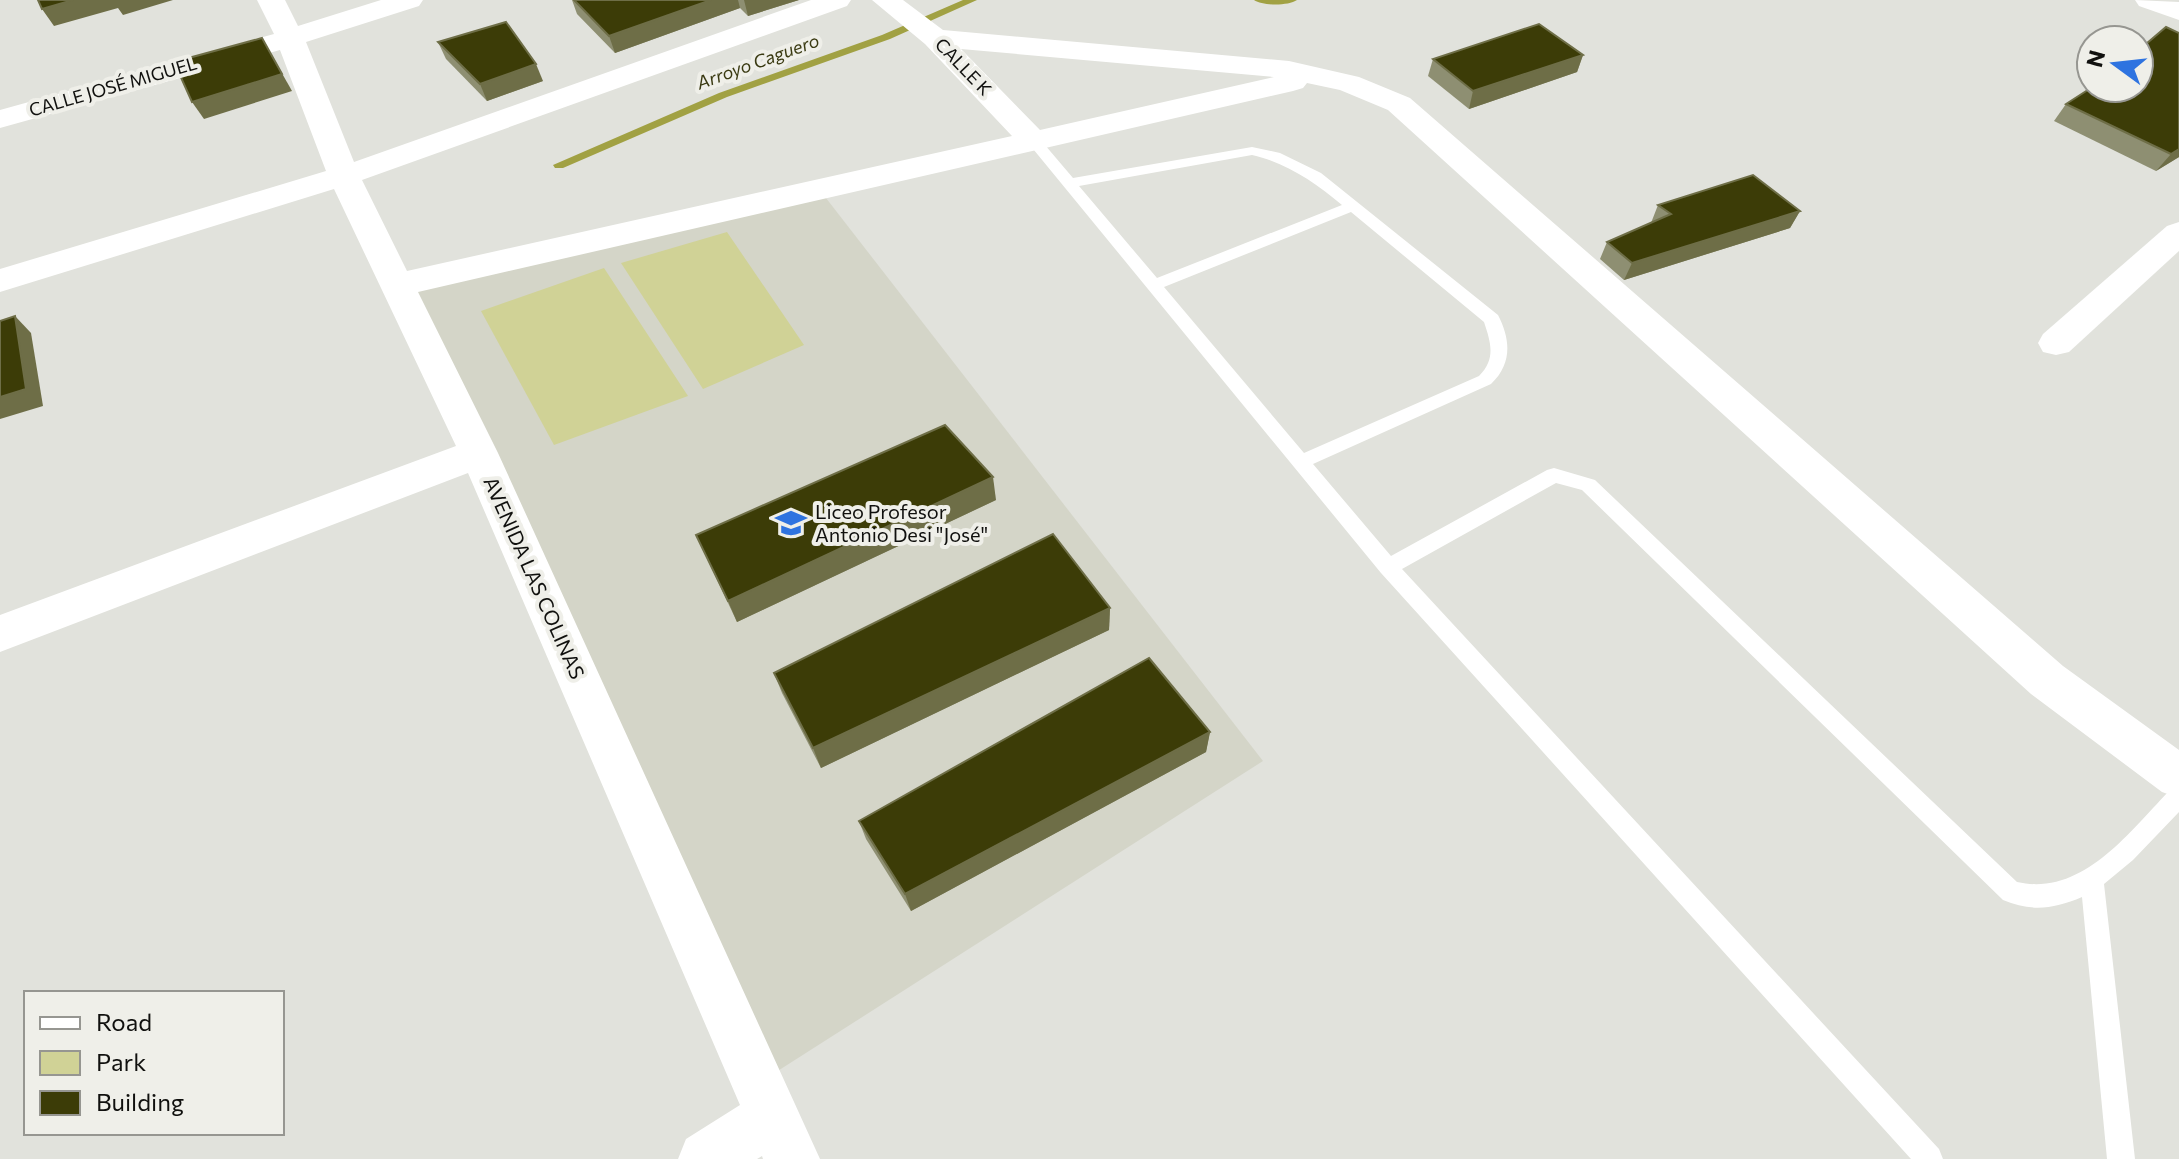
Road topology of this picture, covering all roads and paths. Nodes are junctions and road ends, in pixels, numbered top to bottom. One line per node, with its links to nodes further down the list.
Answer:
1 (271, 0): 8 (street, AVENIDA LAS COLINAS)
2 (409, 0): 8 (street, CALLE JOSÉ MIGUEL)
3 (837, 0): 12 (street)
4 (2149, 0): 6 (street)
5 (893, 6): 7 (street, CALLE K)
6 (2179, 12)
7 (930, 34): 9 (street); 11 (street, CALLE K)
8 (290, 38): 10 (street, CALLE JOSÉ MIGUEL); 12 (street, AVENIDA LAS COLINAS)
9 (1317, 76): 11 (street); 24 (street)
10 (0, 119)
11 (1034, 141): 13 (lane); 17 (street)
12 (344, 176): 16 (street); 17 (street, AVENIDA LAS COLINAS)
13 (1069, 183): 14 (lane); 18 (lane)
14 (1352, 206): 18 (lane); 21 (lane)
15 (2179, 233): 19 (street)
16 (0, 281)
17 (397, 285): 20 (street, AVENIDA LAS COLINAS)
18 (1154, 285): 21 (lane)
19 (2056, 343)
20 (479, 453): 23 (street); 27 (street, AVENIDA LAS COLINAS)
21 (1300, 462): 22 (lane)
22 (1388, 567): 26 (lane); 29 (lane)
23 (0, 634)
24 (2179, 777)
25 (2179, 796): 26 (lane)
26 (2092, 882): 30 (lane)
27 (783, 1138): 28 (street)
28 (706, 1159)
29 (1929, 1159)
30 (2121, 1159)

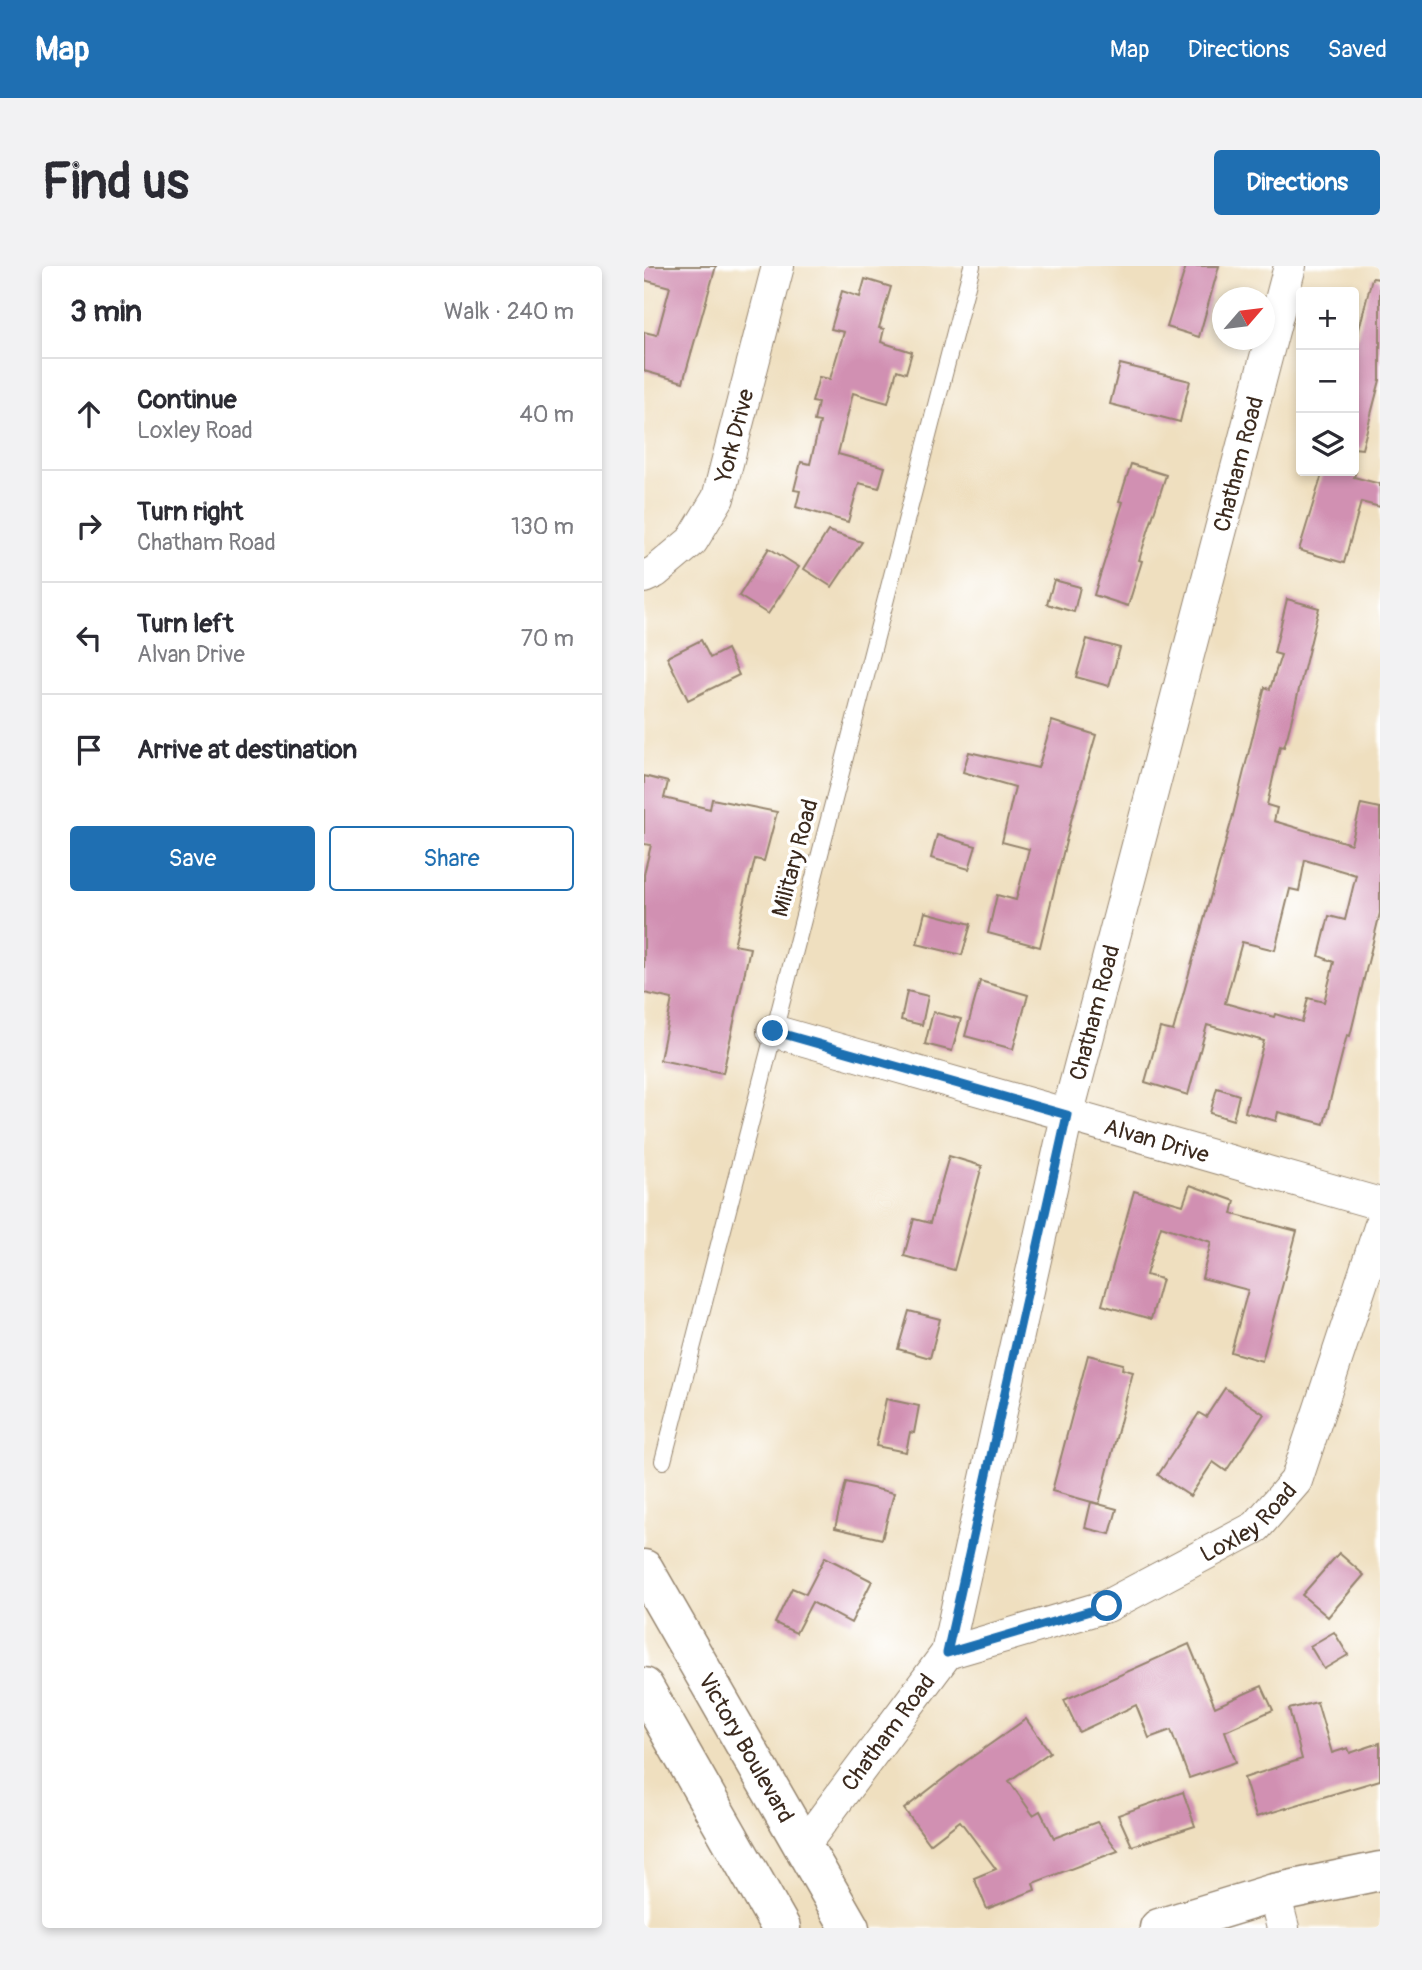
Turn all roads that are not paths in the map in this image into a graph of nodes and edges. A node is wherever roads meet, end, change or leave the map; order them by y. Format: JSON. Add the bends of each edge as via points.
{"nodes":[{"id":1,"x":778,"y":266,"type":"edge"},
{"id":2,"x":972,"y":266,"type":"edge"},
{"id":3,"x":1290,"y":266,"type":"edge"},
{"id":4,"x":644,"y":577,"type":"edge"},
{"id":5,"x":773,"y":1031,"type":"junction"},
{"id":6,"x":1067,"y":1115,"type":"junction"},
{"id":7,"x":1380,"y":1204,"type":"edge"},
{"id":8,"x":1380,"y":1227,"type":"edge"},
{"id":9,"x":663,"y":1461,"type":"dead end"},
{"id":10,"x":644,"y":1569,"type":"edge"},
{"id":11,"x":947,"y":1653,"type":"junction"},
{"id":12,"x":650,"y":1703,"type":"edge"},
{"id":13,"x":803,"y":1846,"type":"junction"},
{"id":14,"x":1380,"y":1871,"type":"edge"},
{"id":15,"x":1278,"y":1911,"type":"edge"},
{"id":16,"x":781,"y":1928,"type":"edge"},
{"id":17,"x":850,"y":1928,"type":"edge"},
{"id":18,"x":1159,"y":1928,"type":"edge"}],
"edges":[{"from":1,"to":4,"type":"street","name":"York Drive","via":[[718,498],[692,541]]},
{"from":2,"to":5,"type":"lane","name":"Military Road"},
{"from":3,"to":6,"type":"street","name":"Chatham Road"},
{"from":5,"to":6,"type":"street","name":"Alvan Drive"},
{"from":5,"to":9,"type":"lane","name":"Military Road"},
{"from":6,"to":7,"type":"street","name":"Alvan Drive"},
{"from":6,"to":11,"type":"street","name":"Chatham Road"},
{"from":8,"to":11,"type":"street","name":"Loxley Road","via":[[1296,1481],[1255,1527],[1107,1606]]},
{"from":10,"to":13,"type":"main road","name":"Victory Boulevard"},
{"from":11,"to":13,"type":"street","name":"Chatham Road"},
{"from":12,"to":16,"type":"main road"},
{"from":13,"to":17,"type":"main road","name":"Victory Boulevard"},
{"from":14,"to":15,"type":"main road"},
{"from":15,"to":18,"type":"main road"}]}
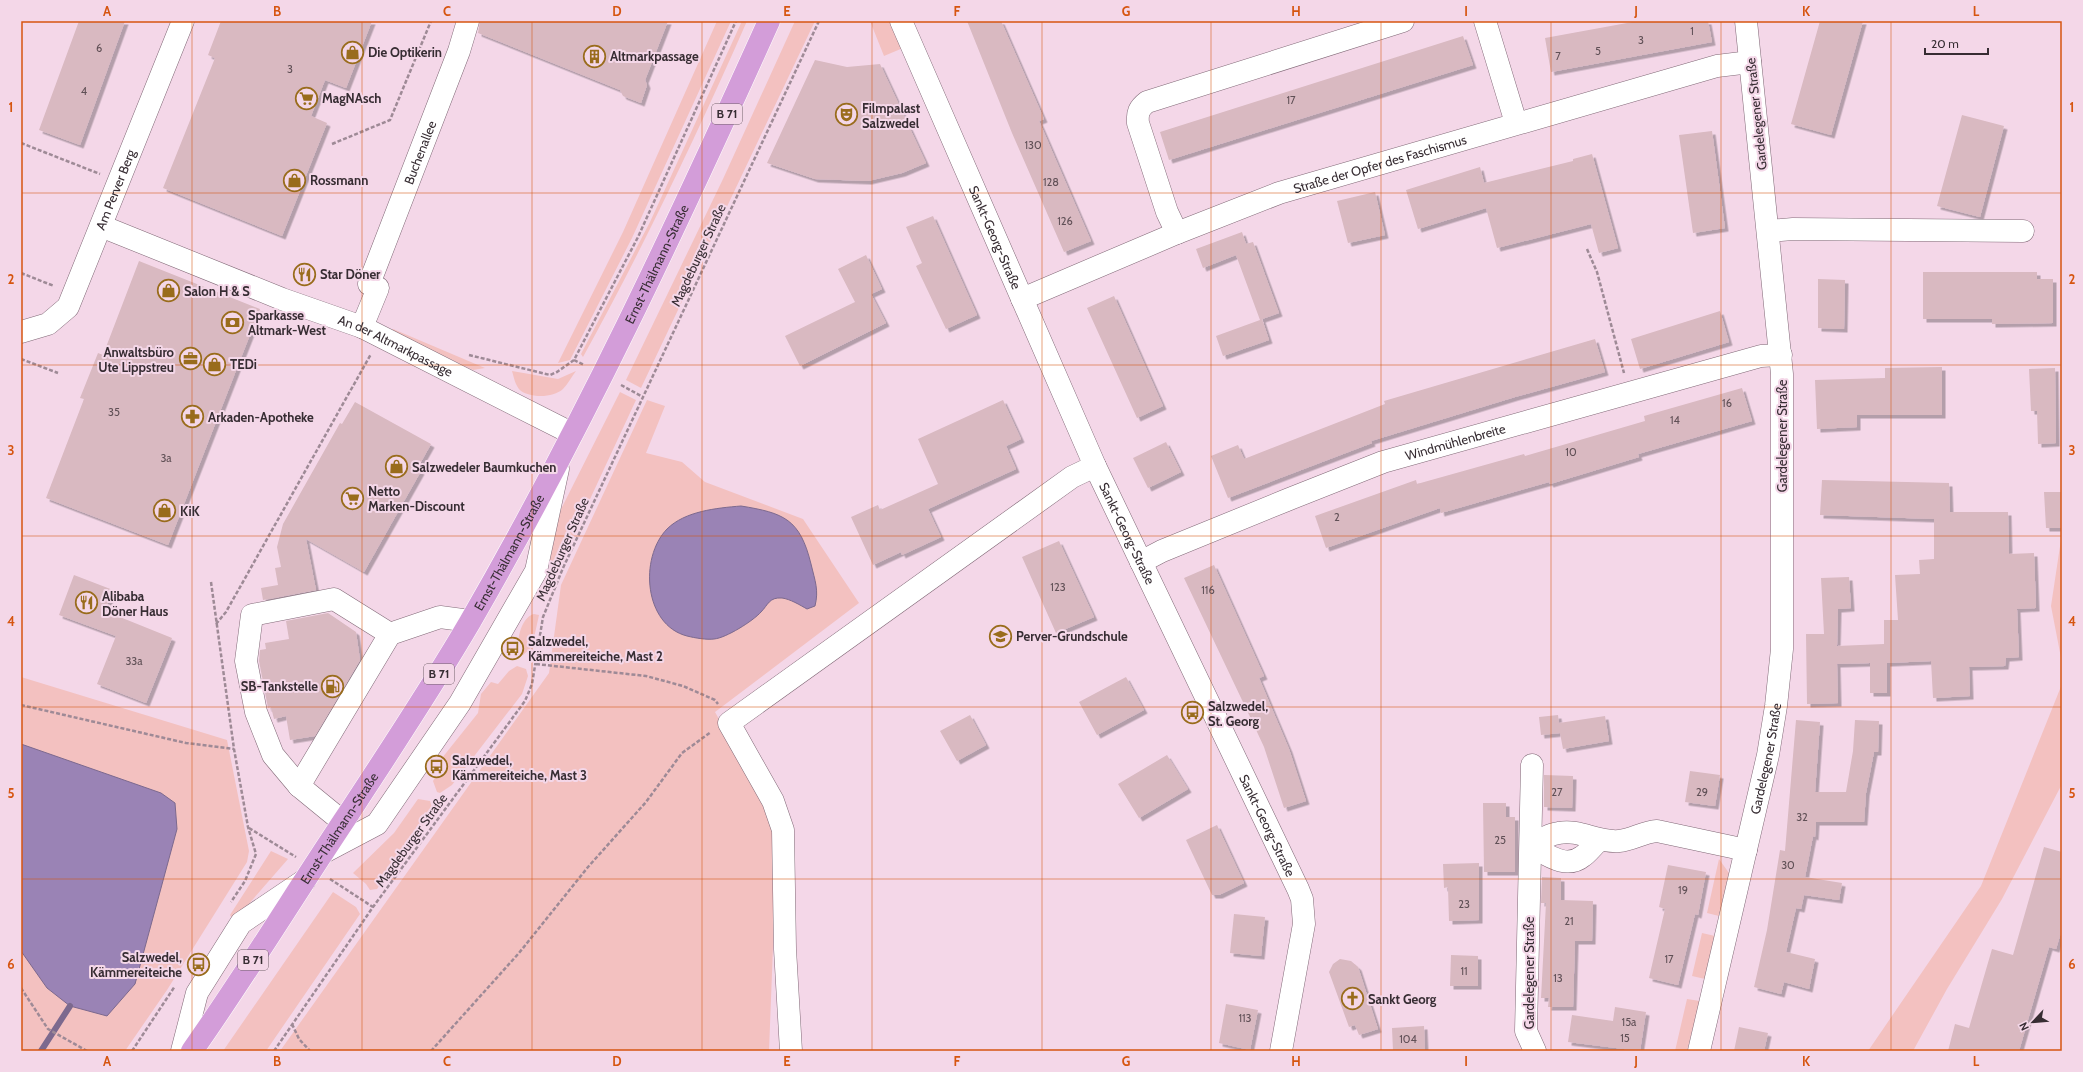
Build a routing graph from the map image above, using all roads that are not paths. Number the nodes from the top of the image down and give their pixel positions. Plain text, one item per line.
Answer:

TASK BRIEF - When copying the entries above, keep each word as it is and exclude any image.

RESULT -
Road topology of this picture, covering all roads and paths. Nodes are junctions and road ends, in pixels, numbered top to bottom. One line per node, with its links to nodes further down the list.
Answer:
1 (271, 0): 8 (street, AVENIDA LAS COLINAS)
2 (409, 0): 8 (street, CALLE JOSÉ MIGUEL)
3 (837, 0): 12 (street)
4 (2149, 0): 6 (street)
5 (893, 6): 7 (street, CALLE K)
6 (2179, 12)
7 (930, 34): 9 (street); 11 (street, CALLE K)
8 (290, 38): 10 (street, CALLE JOSÉ MIGUEL); 12 (street, AVENIDA LAS COLINAS)
9 (1317, 76): 11 (street); 24 (street)
10 (0, 119)
11 (1034, 141): 13 (lane); 17 (street)
12 (344, 176): 16 (street); 17 (street, AVENIDA LAS COLINAS)
13 (1069, 183): 14 (lane); 18 (lane)
14 (1352, 206): 18 (lane); 21 (lane)
15 (2179, 233): 19 (street)
16 (0, 281)
17 (397, 285): 20 (street, AVENIDA LAS COLINAS)
18 (1154, 285): 21 (lane)
19 (2056, 343)
20 (479, 453): 23 (street); 27 (street, AVENIDA LAS COLINAS)
21 (1300, 462): 22 (lane)
22 (1388, 567): 26 (lane); 29 (lane)
23 (0, 634)
24 (2179, 777)
25 (2179, 796): 26 (lane)
26 (2092, 882): 30 (lane)
27 (783, 1138): 28 (street)
28 (706, 1159)
29 (1929, 1159)
30 (2121, 1159)

Turn all roads that are not paths in the map in this image into a graph of nodes and edges. A node is wherever roads meet, end, change or leave the map; order them by y. Format: JSON. Add the bends of each edge as via points.
{"nodes":[{"id":1,"x":778,"y":266,"type":"edge"},
{"id":2,"x":972,"y":266,"type":"edge"},
{"id":3,"x":1290,"y":266,"type":"edge"},
{"id":4,"x":644,"y":577,"type":"edge"},
{"id":5,"x":773,"y":1031,"type":"junction"},
{"id":6,"x":1067,"y":1115,"type":"junction"},
{"id":7,"x":1380,"y":1204,"type":"edge"},
{"id":8,"x":1380,"y":1227,"type":"edge"},
{"id":9,"x":663,"y":1461,"type":"dead end"},
{"id":10,"x":644,"y":1569,"type":"edge"},
{"id":11,"x":947,"y":1653,"type":"junction"},
{"id":12,"x":650,"y":1703,"type":"edge"},
{"id":13,"x":803,"y":1846,"type":"junction"},
{"id":14,"x":1380,"y":1871,"type":"edge"},
{"id":15,"x":1278,"y":1911,"type":"edge"},
{"id":16,"x":781,"y":1928,"type":"edge"},
{"id":17,"x":850,"y":1928,"type":"edge"},
{"id":18,"x":1159,"y":1928,"type":"edge"}],
"edges":[{"from":1,"to":4,"type":"street","name":"York Drive","via":[[718,498],[692,541]]},
{"from":2,"to":5,"type":"lane","name":"Military Road"},
{"from":3,"to":6,"type":"street","name":"Chatham Road"},
{"from":5,"to":6,"type":"street","name":"Alvan Drive"},
{"from":5,"to":9,"type":"lane","name":"Military Road"},
{"from":6,"to":7,"type":"street","name":"Alvan Drive"},
{"from":6,"to":11,"type":"street","name":"Chatham Road"},
{"from":8,"to":11,"type":"street","name":"Loxley Road","via":[[1296,1481],[1255,1527],[1107,1606]]},
{"from":10,"to":13,"type":"main road","name":"Victory Boulevard"},
{"from":11,"to":13,"type":"street","name":"Chatham Road"},
{"from":12,"to":16,"type":"main road"},
{"from":13,"to":17,"type":"main road","name":"Victory Boulevard"},
{"from":14,"to":15,"type":"main road"},
{"from":15,"to":18,"type":"main road"}]}
Build a routing graph from the map image above, using all roads that are not paths. Number the nodes from the top of the image down and give their pixel positions. Plain text, one item per line.
Answer:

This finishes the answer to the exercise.